La società “ K. S.r.l.” proprietaria del “CinemaTiffany” presentava, entro i termini prescritti, la propria richiesta di contributo finalizzata alla riattivazione di una sala cinematografica sita nel comune di Palermo, sede, per l’appunto, dell’ex cinema “Tiffany” dismesso dall’anno 2011.
Nel corso dell’istruttoria veniva richiesta un’integrazione documentale riscontrata dalla società, a cui non seguiva alcuna risposta da parte dell’amministrazione, inducendo così la società stessa a ritenersi in regola con i requisiti per l’accesso ai contributi in questione, anche in considerazione del fatto che la progettazione dell’intervento previsto presentava tutti i requisiti minimi di ammissibilità prescritti.
Ciononostante, la società non risultava inserita nell’elenco dei soggetti ammessi a finanziamento per la linea di intervento A) ovvero per la linea relativa alla riattivazione di sale chiuse e/o dismesse.
La società titolare dell’ex cinema decideva, allora, di proporre un ricorso giurisdizionale con il patrocinio degli Avv.ti Girolamo Rubino e Lucia Alfieri, chiedendo l’annullamento dei provvedimenti relativi all’erogazione dei predetti contributi, nella parte in cui la medesima società non era stata ammessa al contributo per la linea di intervento relativa alla riattivazione di sale chiuse o dismesse.
I legali Rubino ed Alfieri, in particolare, contestavano l’illegittimità dell’iter valutativo condotto dall’amministrazione in spregio a qualsivoglia regola di trasparenza ed imparzialità, non avendo la stessa comunicato le ragioni ostative all’accoglimento dell’istanza né esternato in sede di pubblicazione dell’elenco degli ammessi le ragioni di non ammissione di alcuni soggetti istanti, tra cui, per l’appunto, la società ricorrente.

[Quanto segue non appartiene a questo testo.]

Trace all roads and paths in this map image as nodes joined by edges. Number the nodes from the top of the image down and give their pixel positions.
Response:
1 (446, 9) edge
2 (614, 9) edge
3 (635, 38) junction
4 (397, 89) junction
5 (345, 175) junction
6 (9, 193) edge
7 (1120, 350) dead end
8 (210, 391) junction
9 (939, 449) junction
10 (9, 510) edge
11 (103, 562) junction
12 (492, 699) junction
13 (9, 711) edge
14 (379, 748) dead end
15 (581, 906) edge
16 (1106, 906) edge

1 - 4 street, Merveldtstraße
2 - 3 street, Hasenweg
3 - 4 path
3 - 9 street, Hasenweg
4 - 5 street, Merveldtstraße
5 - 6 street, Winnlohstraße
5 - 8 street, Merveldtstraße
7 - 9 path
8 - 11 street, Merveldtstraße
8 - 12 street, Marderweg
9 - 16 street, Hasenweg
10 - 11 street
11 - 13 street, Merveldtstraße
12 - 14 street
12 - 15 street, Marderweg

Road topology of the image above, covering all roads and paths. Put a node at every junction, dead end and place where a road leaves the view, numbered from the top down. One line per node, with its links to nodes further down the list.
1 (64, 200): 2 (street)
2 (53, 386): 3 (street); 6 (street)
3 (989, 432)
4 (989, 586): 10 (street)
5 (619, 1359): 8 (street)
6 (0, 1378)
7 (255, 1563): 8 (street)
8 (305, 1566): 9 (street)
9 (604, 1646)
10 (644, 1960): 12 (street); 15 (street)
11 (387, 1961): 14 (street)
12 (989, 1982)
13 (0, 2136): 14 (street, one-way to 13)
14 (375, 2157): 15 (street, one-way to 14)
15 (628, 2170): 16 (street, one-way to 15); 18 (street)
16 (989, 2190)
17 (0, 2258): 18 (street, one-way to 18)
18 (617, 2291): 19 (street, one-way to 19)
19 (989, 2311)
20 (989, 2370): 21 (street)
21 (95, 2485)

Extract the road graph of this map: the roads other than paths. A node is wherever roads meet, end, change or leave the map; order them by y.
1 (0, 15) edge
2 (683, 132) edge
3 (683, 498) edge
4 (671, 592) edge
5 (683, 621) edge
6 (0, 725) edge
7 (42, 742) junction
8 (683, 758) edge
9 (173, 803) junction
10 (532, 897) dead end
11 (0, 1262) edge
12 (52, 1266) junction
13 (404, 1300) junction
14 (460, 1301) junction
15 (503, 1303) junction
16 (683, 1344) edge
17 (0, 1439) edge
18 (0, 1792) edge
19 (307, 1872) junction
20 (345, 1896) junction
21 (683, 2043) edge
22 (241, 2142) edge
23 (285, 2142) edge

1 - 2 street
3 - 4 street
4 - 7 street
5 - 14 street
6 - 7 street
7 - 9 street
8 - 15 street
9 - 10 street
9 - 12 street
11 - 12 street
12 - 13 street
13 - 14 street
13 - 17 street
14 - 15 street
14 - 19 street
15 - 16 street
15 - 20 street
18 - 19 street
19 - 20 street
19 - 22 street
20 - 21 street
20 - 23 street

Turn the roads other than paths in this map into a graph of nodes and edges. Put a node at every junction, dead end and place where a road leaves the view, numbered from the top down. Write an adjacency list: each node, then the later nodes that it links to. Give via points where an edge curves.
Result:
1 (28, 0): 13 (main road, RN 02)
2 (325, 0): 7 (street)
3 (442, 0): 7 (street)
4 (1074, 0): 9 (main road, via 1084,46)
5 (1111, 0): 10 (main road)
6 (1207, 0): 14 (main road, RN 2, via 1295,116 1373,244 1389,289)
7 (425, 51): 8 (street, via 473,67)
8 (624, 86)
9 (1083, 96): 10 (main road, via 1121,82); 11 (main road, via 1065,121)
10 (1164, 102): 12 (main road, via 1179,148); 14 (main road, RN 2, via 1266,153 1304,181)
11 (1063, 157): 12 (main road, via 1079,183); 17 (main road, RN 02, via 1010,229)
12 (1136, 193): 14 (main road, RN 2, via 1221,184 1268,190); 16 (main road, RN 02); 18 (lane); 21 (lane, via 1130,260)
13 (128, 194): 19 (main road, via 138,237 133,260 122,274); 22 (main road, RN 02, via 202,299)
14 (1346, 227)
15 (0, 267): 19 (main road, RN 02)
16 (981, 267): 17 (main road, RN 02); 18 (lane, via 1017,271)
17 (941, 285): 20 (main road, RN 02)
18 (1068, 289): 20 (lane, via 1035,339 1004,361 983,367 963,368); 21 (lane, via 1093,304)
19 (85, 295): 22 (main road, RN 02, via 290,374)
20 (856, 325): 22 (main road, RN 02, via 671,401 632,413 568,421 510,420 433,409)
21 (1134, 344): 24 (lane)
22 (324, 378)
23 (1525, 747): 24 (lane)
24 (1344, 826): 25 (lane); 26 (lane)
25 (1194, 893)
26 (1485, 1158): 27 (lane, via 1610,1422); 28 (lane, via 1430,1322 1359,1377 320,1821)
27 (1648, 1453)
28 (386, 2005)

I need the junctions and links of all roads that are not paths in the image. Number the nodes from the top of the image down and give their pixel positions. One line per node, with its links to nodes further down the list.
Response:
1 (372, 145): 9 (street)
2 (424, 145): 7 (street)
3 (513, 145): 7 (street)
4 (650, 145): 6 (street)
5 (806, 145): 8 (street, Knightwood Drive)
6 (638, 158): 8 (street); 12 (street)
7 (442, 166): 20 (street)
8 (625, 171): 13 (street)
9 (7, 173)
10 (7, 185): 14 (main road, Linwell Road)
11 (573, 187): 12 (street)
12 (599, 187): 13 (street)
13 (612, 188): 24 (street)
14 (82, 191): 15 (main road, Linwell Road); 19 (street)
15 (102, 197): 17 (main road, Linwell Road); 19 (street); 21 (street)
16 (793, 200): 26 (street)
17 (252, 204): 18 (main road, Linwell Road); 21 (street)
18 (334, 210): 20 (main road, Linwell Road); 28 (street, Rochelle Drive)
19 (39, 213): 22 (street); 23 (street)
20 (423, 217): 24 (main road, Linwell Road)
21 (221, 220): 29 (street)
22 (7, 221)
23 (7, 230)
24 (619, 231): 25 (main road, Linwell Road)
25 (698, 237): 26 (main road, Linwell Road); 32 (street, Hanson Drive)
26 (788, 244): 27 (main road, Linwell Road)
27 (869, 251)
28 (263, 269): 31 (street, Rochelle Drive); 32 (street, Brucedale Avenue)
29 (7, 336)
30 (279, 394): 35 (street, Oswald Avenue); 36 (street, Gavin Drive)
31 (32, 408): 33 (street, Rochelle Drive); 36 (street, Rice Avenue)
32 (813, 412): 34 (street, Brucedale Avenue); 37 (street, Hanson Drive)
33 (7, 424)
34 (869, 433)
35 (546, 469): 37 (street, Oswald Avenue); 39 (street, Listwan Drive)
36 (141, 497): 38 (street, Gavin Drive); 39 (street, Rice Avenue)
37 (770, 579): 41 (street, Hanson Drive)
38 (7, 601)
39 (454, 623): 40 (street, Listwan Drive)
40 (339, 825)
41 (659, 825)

Solamente in sede di giudizio l’amministrazione depositava una relazione – impugnata con successivi motivi aggiunti al ricorso introduttivo – con cui venivano esplicitate, per la prima volta, le ragioni della mancata ammissione della società ricorrente, dando così atto dell’inesistenza di alcun procedimento valutativo delle domande di ammissione al contributo e di un’errata interpretazione delle norme disciplinanti la procedura in questione, avendo motivato la non ammissione su un asserito avvio dell’investimento in un momento antecedente rispetto alle date di avvio e di ultimazione prescritte dal DPCM di riferimento; circostanza, quest’ultima, contestata in giudizio mediante la produzione di ulteriore documentazione contabile attestante l’avvenuta realizzazione dell’investimento nell’arco temporale prescritto dal DPCM.
Ebbene, la Sesta Sezione del Consiglio di Stato, nelle more della definizione del giudizio di merito, ha accolto l’istanza cautelare formulata dagli avv.ti Rubino ed Alfieri, difensori della società, disponendo, l’accantonamento della somma corrispondente al contributo spettante alla società medesima, e non attribuita, al fine così di mantenere la capienza necessaria per la sua eventuale corresponsione a fronte di un esito positivo del giudizio di merito.